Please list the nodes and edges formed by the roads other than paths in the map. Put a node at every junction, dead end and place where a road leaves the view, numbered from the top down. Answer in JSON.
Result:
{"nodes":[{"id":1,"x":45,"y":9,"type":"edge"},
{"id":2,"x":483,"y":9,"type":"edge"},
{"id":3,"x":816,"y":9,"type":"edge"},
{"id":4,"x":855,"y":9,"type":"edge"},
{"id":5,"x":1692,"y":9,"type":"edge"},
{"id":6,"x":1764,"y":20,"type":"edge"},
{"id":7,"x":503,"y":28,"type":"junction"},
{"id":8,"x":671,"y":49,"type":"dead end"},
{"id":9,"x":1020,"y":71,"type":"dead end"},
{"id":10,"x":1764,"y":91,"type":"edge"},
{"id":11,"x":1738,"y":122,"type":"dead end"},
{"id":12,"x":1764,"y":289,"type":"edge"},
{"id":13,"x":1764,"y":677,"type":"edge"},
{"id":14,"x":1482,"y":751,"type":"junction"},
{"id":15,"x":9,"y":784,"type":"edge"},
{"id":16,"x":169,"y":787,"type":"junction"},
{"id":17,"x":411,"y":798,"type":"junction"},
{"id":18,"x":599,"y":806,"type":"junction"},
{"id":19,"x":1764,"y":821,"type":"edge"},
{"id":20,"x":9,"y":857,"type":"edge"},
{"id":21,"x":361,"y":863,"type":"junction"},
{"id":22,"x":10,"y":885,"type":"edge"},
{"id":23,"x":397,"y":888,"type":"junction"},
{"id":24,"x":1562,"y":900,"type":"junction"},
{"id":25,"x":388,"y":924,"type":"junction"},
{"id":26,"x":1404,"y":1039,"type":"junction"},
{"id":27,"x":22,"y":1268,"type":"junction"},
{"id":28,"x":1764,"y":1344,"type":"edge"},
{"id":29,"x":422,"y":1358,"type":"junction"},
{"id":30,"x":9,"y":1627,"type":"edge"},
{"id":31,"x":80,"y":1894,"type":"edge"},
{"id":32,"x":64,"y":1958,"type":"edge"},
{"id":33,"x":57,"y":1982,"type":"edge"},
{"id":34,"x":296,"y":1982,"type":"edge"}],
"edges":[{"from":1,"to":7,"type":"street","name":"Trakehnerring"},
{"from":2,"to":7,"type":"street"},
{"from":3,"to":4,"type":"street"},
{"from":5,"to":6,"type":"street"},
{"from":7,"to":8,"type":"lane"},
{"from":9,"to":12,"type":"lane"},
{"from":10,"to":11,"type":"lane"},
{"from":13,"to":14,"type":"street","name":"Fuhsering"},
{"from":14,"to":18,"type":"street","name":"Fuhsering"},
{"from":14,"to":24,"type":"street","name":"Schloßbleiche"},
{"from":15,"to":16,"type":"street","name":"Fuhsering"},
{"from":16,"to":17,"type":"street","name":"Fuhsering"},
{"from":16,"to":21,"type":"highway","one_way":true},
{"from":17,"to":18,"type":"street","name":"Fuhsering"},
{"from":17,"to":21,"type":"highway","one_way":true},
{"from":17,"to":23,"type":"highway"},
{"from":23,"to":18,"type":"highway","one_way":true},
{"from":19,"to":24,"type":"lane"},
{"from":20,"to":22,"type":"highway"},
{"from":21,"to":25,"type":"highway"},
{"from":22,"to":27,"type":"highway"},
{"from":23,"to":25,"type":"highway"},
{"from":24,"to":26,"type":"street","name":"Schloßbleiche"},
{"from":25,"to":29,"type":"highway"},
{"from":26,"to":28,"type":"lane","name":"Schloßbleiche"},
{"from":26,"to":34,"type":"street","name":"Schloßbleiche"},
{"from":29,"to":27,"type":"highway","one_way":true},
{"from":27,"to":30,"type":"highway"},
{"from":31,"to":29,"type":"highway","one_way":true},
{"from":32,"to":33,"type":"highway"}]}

==========

What you will do
Whenever the string "nodes" occurs in a line of the entries above, copy that line.

Task response
Please list the nodes and edges formed by the roads other than paths in the map. Put a node at every junction, dead end and place where a road leaves the view, numbered from the top down. Answer in JSON.
{"nodes":[{"id":1,"x":45,"y":9,"type":"edge"},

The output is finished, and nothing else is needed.